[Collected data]

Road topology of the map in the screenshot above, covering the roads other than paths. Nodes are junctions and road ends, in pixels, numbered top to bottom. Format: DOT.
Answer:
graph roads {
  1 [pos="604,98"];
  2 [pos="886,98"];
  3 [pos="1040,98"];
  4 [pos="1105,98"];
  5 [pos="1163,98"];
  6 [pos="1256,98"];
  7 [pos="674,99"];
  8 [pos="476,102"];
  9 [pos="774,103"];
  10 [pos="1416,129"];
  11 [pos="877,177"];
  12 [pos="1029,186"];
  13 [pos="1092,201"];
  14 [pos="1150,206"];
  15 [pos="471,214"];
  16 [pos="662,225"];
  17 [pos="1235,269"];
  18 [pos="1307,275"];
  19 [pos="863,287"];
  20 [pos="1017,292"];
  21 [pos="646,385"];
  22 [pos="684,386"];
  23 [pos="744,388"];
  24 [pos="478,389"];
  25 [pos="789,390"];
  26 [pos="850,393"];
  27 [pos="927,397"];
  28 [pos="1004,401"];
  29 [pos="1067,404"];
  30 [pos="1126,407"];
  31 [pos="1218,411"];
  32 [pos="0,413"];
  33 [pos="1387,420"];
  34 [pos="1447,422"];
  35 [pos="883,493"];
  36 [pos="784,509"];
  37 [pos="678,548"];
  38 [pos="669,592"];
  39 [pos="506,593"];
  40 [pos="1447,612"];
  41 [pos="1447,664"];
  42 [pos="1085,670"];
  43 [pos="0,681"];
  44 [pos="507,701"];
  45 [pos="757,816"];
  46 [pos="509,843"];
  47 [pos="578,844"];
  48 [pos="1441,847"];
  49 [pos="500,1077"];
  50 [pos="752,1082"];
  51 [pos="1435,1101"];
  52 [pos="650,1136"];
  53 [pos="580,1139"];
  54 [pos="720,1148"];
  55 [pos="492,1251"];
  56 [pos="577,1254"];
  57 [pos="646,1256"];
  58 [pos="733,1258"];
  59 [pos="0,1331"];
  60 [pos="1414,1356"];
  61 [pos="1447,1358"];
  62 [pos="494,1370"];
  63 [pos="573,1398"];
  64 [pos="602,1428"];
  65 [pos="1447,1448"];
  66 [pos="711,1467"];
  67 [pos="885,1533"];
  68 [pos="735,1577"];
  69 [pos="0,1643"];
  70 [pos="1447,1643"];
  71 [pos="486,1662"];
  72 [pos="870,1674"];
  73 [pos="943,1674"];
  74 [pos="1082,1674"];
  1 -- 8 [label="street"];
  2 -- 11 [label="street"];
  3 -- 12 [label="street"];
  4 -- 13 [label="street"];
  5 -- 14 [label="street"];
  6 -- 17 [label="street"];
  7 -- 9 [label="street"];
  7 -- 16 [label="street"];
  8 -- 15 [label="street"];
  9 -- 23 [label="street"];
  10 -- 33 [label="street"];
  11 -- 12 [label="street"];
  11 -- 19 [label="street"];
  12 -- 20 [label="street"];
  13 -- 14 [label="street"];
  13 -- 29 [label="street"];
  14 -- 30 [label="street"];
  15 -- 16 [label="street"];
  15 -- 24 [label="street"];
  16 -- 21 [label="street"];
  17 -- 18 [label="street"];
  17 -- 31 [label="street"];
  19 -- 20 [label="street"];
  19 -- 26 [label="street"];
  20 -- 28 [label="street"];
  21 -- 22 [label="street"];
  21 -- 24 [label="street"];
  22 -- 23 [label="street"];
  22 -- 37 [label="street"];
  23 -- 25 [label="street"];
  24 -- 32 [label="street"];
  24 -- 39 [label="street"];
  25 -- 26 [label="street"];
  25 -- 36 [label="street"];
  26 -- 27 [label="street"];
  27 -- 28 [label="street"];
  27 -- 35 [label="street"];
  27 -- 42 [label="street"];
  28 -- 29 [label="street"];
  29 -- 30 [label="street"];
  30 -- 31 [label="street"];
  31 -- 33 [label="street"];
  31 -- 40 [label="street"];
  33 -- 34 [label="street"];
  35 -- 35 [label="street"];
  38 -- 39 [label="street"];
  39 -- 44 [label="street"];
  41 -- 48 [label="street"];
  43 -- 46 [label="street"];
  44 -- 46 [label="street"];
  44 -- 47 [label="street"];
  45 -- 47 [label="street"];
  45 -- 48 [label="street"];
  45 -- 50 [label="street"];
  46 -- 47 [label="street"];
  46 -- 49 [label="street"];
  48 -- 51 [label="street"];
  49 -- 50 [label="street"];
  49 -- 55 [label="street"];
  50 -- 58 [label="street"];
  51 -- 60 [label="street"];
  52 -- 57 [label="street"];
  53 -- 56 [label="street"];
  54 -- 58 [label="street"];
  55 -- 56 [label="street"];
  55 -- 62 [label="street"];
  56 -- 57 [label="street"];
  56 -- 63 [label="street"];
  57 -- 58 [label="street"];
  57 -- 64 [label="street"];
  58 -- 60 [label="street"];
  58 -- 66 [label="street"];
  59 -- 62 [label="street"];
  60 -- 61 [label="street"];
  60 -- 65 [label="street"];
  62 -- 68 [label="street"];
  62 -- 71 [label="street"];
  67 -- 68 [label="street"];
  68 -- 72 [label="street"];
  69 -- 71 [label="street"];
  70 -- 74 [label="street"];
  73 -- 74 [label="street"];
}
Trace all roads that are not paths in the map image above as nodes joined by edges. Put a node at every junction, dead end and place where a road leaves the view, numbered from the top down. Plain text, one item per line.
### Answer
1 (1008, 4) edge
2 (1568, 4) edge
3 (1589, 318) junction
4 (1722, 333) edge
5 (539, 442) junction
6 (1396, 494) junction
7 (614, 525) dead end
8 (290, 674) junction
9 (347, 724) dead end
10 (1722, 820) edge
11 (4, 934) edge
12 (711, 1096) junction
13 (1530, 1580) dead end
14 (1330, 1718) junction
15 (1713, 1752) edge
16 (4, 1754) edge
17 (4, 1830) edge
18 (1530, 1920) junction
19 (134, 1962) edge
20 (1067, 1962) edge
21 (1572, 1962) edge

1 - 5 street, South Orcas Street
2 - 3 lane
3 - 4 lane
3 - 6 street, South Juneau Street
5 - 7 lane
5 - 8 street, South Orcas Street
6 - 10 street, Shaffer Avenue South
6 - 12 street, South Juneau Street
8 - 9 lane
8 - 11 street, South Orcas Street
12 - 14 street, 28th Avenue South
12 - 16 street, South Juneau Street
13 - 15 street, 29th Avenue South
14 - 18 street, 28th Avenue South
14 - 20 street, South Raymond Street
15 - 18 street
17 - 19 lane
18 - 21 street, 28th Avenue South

**Goal of the exercise**. Lines holding the word "Orcas" should be copied from the entries above.

**Answer**.
1 - 5 street, South Orcas Street
5 - 8 street, South Orcas Street
8 - 11 street, South Orcas Street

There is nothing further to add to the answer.